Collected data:
****************

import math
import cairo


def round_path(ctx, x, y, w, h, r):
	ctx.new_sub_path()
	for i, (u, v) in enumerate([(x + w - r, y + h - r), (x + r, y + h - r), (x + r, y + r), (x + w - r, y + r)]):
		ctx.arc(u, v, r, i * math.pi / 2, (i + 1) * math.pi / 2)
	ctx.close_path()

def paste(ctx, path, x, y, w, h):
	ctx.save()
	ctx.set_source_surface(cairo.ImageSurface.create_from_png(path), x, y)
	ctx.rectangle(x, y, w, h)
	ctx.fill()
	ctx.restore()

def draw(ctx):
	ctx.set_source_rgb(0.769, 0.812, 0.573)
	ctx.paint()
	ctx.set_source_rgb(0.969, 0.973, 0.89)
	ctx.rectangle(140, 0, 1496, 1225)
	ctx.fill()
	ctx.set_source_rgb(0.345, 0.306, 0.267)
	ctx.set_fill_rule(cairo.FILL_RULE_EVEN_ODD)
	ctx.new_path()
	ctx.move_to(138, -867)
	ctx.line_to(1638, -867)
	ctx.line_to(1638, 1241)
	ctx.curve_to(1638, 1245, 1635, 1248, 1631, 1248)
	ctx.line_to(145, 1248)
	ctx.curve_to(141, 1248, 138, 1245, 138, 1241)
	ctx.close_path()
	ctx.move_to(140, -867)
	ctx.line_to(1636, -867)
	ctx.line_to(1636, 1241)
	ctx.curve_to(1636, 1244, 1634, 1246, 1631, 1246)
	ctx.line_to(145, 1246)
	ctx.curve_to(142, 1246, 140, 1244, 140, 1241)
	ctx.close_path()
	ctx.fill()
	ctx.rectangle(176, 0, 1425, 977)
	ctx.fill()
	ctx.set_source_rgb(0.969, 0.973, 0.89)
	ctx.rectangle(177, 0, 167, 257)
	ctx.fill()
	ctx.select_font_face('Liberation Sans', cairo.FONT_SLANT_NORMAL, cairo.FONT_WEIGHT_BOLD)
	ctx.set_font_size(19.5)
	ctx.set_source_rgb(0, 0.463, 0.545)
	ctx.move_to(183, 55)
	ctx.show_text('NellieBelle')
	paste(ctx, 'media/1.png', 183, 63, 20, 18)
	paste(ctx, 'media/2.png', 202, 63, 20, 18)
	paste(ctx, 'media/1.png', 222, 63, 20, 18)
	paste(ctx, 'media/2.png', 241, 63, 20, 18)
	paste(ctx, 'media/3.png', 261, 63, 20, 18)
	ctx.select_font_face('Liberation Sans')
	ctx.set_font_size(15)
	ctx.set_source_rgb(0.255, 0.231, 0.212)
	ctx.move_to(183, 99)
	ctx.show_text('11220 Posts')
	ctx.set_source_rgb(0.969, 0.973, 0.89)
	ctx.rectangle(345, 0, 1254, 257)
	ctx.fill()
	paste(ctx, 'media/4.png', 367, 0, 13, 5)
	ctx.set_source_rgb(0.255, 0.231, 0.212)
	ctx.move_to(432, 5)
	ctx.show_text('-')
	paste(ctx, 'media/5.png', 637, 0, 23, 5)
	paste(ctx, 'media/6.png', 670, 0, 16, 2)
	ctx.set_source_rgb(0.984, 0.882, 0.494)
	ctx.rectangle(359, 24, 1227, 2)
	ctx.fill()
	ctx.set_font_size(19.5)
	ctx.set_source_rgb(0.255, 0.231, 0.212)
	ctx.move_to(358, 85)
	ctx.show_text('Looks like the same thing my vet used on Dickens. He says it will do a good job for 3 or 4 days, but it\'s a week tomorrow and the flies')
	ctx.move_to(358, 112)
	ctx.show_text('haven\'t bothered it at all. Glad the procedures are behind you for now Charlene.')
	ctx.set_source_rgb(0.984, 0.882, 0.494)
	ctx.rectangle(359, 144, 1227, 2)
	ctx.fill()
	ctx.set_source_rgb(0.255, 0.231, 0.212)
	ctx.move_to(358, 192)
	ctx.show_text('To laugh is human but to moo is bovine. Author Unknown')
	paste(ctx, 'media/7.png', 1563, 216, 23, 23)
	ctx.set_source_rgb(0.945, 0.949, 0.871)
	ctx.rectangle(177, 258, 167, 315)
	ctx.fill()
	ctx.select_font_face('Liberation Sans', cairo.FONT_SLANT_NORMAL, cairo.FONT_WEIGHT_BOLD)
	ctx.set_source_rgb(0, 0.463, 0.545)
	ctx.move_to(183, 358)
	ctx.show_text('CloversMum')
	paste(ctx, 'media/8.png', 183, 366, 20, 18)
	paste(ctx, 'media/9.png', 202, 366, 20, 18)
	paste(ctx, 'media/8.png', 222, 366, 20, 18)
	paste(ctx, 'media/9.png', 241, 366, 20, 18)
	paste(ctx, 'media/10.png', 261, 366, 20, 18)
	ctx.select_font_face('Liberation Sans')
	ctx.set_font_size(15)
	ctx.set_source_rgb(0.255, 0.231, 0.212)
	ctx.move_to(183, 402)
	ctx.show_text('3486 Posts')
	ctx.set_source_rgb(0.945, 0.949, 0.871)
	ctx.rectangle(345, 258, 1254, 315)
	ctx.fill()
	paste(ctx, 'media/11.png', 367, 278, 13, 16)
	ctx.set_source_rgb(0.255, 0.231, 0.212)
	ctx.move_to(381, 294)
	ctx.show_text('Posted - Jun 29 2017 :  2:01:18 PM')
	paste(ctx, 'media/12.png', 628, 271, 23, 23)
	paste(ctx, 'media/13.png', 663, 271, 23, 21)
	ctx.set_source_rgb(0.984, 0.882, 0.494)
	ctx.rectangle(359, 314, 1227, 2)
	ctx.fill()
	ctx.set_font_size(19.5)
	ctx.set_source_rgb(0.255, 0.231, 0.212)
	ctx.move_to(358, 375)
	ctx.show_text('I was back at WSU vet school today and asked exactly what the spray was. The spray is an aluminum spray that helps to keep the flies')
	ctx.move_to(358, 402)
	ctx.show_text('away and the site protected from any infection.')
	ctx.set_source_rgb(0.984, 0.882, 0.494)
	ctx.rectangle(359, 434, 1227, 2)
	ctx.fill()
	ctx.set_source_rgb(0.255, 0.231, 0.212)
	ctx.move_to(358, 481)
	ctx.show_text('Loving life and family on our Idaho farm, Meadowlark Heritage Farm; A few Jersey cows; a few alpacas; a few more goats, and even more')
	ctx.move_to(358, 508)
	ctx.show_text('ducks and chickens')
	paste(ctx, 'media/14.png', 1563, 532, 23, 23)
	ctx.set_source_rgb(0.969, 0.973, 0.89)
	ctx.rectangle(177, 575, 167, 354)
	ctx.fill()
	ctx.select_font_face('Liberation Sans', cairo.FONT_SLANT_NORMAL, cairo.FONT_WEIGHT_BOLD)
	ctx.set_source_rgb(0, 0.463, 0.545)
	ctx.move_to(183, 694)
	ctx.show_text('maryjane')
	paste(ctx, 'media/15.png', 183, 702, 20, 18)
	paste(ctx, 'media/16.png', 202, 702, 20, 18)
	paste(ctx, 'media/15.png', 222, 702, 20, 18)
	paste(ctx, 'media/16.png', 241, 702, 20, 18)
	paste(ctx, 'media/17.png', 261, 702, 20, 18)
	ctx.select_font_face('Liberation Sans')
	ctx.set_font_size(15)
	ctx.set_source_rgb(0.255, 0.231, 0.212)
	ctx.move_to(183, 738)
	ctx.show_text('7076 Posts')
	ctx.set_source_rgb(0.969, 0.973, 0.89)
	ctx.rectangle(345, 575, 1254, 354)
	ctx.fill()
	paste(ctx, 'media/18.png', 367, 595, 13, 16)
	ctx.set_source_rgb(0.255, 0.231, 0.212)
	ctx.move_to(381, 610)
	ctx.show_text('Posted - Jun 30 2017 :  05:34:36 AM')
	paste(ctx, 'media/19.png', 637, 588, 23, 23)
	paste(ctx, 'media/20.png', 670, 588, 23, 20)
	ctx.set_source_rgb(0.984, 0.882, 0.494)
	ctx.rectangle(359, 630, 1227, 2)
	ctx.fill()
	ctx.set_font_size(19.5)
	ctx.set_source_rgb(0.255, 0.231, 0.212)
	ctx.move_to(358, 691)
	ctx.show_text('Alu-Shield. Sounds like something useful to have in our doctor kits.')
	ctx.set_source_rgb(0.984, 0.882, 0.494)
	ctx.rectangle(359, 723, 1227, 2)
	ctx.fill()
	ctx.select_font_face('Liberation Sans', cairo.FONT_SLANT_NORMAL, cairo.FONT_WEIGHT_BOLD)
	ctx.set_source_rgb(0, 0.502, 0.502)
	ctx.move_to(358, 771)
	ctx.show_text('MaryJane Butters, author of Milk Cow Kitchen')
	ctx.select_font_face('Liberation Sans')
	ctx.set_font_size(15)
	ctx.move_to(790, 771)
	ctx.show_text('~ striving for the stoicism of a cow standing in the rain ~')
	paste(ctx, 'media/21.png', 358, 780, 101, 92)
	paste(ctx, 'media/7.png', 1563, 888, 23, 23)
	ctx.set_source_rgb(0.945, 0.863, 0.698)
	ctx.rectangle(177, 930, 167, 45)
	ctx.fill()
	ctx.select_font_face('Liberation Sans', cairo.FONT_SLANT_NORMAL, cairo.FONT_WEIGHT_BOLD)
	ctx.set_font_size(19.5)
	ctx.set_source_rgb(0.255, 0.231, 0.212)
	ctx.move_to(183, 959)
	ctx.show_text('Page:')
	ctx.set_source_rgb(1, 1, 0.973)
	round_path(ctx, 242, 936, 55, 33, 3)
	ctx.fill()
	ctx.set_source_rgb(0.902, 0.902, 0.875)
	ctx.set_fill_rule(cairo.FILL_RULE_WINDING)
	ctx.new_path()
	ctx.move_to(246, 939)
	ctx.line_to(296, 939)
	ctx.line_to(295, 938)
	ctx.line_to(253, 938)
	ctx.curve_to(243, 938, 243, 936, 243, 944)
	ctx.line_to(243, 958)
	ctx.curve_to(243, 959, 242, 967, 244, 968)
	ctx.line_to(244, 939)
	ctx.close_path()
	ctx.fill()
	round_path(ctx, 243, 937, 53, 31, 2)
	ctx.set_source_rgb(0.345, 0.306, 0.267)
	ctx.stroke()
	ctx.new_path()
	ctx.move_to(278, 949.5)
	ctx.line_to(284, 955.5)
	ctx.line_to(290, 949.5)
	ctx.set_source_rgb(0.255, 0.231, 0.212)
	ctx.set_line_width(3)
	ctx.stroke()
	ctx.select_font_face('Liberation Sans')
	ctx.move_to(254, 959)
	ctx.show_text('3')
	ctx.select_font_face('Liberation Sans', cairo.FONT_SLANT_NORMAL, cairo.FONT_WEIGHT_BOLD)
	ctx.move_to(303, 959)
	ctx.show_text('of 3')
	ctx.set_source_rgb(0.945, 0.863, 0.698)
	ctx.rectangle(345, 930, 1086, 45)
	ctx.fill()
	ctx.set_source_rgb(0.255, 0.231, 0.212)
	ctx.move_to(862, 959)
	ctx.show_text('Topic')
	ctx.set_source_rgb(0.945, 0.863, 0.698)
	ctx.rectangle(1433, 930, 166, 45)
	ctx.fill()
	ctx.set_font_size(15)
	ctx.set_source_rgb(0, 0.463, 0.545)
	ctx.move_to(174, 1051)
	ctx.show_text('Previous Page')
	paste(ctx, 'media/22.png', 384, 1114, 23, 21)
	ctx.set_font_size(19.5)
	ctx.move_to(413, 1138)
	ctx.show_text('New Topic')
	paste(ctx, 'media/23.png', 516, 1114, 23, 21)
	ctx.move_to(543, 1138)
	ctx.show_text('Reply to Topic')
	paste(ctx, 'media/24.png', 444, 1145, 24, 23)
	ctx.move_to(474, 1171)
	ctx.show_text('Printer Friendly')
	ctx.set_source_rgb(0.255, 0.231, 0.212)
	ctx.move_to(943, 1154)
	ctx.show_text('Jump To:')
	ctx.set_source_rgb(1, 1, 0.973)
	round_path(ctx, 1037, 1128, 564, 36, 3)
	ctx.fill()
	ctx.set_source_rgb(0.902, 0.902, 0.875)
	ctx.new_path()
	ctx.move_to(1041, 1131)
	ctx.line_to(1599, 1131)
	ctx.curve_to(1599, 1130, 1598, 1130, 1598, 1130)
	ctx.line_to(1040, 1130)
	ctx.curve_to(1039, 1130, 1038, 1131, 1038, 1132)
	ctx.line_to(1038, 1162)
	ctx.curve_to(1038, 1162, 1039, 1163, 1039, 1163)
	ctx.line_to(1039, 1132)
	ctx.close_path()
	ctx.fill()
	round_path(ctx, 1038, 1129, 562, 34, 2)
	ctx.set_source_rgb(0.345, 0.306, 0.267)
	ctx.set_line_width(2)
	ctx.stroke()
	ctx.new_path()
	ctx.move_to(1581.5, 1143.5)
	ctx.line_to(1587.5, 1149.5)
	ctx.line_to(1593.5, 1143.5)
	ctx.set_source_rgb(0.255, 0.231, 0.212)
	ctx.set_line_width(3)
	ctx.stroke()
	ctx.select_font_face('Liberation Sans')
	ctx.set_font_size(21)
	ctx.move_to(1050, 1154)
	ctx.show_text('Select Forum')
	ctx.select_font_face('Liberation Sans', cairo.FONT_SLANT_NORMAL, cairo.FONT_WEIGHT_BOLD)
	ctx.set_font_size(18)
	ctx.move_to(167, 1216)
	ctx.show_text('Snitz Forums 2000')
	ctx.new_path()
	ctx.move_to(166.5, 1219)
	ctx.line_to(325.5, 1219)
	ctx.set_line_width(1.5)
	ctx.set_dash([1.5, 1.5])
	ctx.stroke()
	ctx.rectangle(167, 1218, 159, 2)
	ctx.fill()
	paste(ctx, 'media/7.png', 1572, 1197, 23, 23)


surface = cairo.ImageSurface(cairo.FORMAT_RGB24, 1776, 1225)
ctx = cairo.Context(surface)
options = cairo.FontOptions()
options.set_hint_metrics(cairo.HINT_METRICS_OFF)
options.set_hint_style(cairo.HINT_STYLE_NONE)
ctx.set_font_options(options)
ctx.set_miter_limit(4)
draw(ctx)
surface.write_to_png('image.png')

****************

Exercise prompt – Extract exactly and only the lines above from the line containing "ctx.move_to(183, 738)" through the line containing "ctx.rectangle(359, 723, 1227, 2)", both end lines included.

Solution to the problem –
	ctx.move_to(183, 738)
	ctx.show_text('7076 Posts')
	ctx.set_source_rgb(0.969, 0.973, 0.89)
	ctx.rectangle(345, 575, 1254, 354)
	ctx.fill()
	paste(ctx, 'media/18.png', 367, 595, 13, 16)
	ctx.set_source_rgb(0.255, 0.231, 0.212)
	ctx.move_to(381, 610)
	ctx.show_text('Posted - Jun 30 2017 :  05:34:36 AM')
	paste(ctx, 'media/19.png', 637, 588, 23, 23)
	paste(ctx, 'media/20.png', 670, 588, 23, 20)
	ctx.set_source_rgb(0.984, 0.882, 0.494)
	ctx.rectangle(359, 630, 1227, 2)
	ctx.fill()
	ctx.set_font_size(19.5)
	ctx.set_source_rgb(0.255, 0.231, 0.212)
	ctx.move_to(358, 691)
	ctx.show_text('Alu-Shield. Sounds like something useful to have in our doctor kits.')
	ctx.set_source_rgb(0.984, 0.882, 0.494)
	ctx.rectangle(359, 723, 1227, 2)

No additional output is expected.